Restating the records exactly is the whole task.

- - - - -

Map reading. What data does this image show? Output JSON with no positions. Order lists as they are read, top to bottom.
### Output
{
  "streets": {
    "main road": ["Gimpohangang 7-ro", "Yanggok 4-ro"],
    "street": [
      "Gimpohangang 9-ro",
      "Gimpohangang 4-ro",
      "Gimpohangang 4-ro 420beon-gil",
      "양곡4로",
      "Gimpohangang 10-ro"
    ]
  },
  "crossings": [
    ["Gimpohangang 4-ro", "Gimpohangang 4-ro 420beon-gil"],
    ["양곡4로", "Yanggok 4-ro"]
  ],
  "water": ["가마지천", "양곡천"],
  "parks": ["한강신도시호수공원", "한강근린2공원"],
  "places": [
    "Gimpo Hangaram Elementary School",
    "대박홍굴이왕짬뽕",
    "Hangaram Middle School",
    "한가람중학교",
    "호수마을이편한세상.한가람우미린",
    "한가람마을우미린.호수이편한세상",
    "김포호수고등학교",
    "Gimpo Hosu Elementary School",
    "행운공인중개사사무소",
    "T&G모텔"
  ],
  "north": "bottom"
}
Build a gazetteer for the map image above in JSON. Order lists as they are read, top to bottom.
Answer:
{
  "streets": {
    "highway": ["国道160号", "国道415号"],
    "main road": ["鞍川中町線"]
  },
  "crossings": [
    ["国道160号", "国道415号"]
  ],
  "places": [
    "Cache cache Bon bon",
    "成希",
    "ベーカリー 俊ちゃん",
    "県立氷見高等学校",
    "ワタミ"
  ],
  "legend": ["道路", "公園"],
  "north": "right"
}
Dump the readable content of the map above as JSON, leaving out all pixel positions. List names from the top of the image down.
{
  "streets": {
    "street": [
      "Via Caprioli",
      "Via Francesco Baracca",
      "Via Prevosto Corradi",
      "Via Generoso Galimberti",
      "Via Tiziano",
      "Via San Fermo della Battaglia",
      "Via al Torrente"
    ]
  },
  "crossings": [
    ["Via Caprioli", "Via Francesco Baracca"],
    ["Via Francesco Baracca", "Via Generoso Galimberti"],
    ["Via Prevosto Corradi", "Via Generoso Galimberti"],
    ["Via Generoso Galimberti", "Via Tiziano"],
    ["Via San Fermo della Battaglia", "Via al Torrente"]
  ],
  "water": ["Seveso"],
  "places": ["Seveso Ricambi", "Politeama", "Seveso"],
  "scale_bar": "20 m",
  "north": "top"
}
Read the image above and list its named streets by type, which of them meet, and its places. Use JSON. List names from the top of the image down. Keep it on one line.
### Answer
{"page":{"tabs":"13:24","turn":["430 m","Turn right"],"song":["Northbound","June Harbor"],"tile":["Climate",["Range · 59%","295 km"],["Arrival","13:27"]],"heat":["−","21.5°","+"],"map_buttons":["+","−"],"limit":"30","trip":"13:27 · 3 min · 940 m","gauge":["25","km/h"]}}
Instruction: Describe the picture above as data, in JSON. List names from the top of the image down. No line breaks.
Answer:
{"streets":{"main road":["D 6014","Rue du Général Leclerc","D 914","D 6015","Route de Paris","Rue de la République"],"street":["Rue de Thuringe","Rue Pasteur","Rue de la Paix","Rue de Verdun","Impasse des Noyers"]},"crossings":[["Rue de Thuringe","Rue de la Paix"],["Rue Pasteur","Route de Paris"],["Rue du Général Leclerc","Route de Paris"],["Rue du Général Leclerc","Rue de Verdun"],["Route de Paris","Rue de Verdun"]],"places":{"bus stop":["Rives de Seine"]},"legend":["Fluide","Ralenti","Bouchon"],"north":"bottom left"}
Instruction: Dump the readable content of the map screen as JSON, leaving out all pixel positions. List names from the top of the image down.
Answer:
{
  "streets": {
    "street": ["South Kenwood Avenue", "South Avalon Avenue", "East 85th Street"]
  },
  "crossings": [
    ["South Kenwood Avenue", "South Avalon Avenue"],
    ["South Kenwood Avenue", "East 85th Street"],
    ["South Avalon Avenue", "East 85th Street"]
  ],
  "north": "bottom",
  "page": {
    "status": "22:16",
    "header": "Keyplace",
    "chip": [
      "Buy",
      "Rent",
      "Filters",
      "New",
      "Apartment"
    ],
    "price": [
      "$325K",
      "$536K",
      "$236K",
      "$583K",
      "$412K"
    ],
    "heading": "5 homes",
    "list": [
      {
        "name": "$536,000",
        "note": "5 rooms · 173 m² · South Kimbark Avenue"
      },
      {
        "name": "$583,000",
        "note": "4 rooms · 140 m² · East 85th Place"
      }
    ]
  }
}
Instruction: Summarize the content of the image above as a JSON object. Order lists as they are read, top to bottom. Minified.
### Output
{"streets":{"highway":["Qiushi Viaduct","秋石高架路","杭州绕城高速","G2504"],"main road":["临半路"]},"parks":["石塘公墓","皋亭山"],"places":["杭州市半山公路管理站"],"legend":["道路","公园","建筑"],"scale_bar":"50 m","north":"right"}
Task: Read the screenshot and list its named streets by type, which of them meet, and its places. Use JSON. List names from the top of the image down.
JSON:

- - - - -

> _Response to the exercise_
Map reading. What data does this image show? Output JSON with no positions. Order lists as they are read, top to bottom.
### Output
{
  "streets": {
    "main road": ["Gimpohangang 7-ro", "Yanggok 4-ro"],
    "street": [
      "Gimpohangang 9-ro",
      "Gimpohangang 4-ro",
      "Gimpohangang 4-ro 420beon-gil",
      "양곡4로",
      "Gimpohangang 10-ro"
    ]
  },
  "crossings": [
    ["Gimpohangang 4-ro", "Gimpohangang 4-ro 420beon-gil"],
    ["양곡4로", "Yanggok 4-ro"]
  ],
  "water": ["가마지천", "양곡천"],
  "parks": ["한강신도시호수공원", "한강근린2공원"],
  "places": [
    "Gimpo Hangaram Elementary School",
    "대박홍굴이왕짬뽕",
    "Hangaram Middle School",
    "한가람중학교",
    "호수마을이편한세상.한가람우미린",
    "한가람마을우미린.호수이편한세상",
    "김포호수고등학교",
    "Gimpo Hosu Elementary School",
    "행운공인중개사사무소",
    "T&G모텔"
  ],
  "north": "bottom"
}
Build a gazetteer for the map image above in JSON. Order lists as they are read, top to bottom.
Answer:
{
  "streets": {
    "highway": ["国道160号", "国道415号"],
    "main road": ["鞍川中町線"]
  },
  "crossings": [
    ["国道160号", "国道415号"]
  ],
  "places": [
    "Cache cache Bon bon",
    "成希",
    "ベーカリー 俊ちゃん",
    "県立氷見高等学校",
    "ワタミ"
  ],
  "legend": ["道路", "公園"],
  "north": "right"
}
Dump the readable content of the map above as JSON, leaving out all pixel positions. List names from the top of the image down.
{
  "streets": {
    "street": [
      "Via Caprioli",
      "Via Francesco Baracca",
      "Via Prevosto Corradi",
      "Via Generoso Galimberti",
      "Via Tiziano",
      "Via San Fermo della Battaglia",
      "Via al Torrente"
    ]
  },
  "crossings": [
    ["Via Caprioli", "Via Francesco Baracca"],
    ["Via Francesco Baracca", "Via Generoso Galimberti"],
    ["Via Prevosto Corradi", "Via Generoso Galimberti"],
    ["Via Generoso Galimberti", "Via Tiziano"],
    ["Via San Fermo della Battaglia", "Via al Torrente"]
  ],
  "water": ["Seveso"],
  "places": ["Seveso Ricambi", "Politeama", "Seveso"],
  "scale_bar": "20 m",
  "north": "top"
}
Read the image above and list its named streets by type, which of them meet, and its places. Use JSON. List names from the top of the image down. Keep it on one line.
### Answer
{"page":{"tabs":"13:24","turn":["430 m","Turn right"],"song":["Northbound","June Harbor"],"tile":["Climate",["Range · 59%","295 km"],["Arrival","13:27"]],"heat":["−","21.5°","+"],"map_buttons":["+","−"],"limit":"30","trip":"13:27 · 3 min · 940 m","gauge":["25","km/h"]}}
Instruction: Describe the picture above as data, in JSON. List names from the top of the image down. No line breaks.
Answer:
{"streets":{"main road":["D 6014","Rue du Général Leclerc","D 914","D 6015","Route de Paris","Rue de la République"],"street":["Rue de Thuringe","Rue Pasteur","Rue de la Paix","Rue de Verdun","Impasse des Noyers"]},"crossings":[["Rue de Thuringe","Rue de la Paix"],["Rue Pasteur","Route de Paris"],["Rue du Général Leclerc","Route de Paris"],["Rue du Général Leclerc","Rue de Verdun"],["Route de Paris","Rue de Verdun"]],"places":{"bus stop":["Rives de Seine"]},"legend":["Fluide","Ralenti","Bouchon"],"north":"bottom left"}
Instruction: Dump the readable content of the map screen as JSON, leaving out all pixel positions. List names from the top of the image down.
Answer:
{
  "streets": {
    "street": ["South Kenwood Avenue", "South Avalon Avenue", "East 85th Street"]
  },
  "crossings": [
    ["South Kenwood Avenue", "South Avalon Avenue"],
    ["South Kenwood Avenue", "East 85th Street"],
    ["South Avalon Avenue", "East 85th Street"]
  ],
  "north": "bottom",
  "page": {
    "status": "22:16",
    "header": "Keyplace",
    "chip": [
      "Buy",
      "Rent",
      "Filters",
      "New",
      "Apartment"
    ],
    "price": [
      "$325K",
      "$536K",
      "$236K",
      "$583K",
      "$412K"
    ],
    "heading": "5 homes",
    "list": [
      {
        "name": "$536,000",
        "note": "5 rooms · 173 m² · South Kimbark Avenue"
      },
      {
        "name": "$583,000",
        "note": "4 rooms · 140 m² · East 85th Place"
      }
    ]
  }
}
Instruction: Summarize the content of the image above as a JSON object. Order lists as they are read, top to bottom. Minified.
### Output
{"streets":{"highway":["Qiushi Viaduct","秋石高架路","杭州绕城高速","G2504"],"main road":["临半路"]},"parks":["石塘公墓","皋亭山"],"places":["杭州市半山公路管理站"],"legend":["道路","公园","建筑"],"scale_bar":"50 m","north":"right"}
Task: Read the screenshot and list its named streets by type, which of them meet, and its places. Use JSON. List names from the top of the image down.
JSON:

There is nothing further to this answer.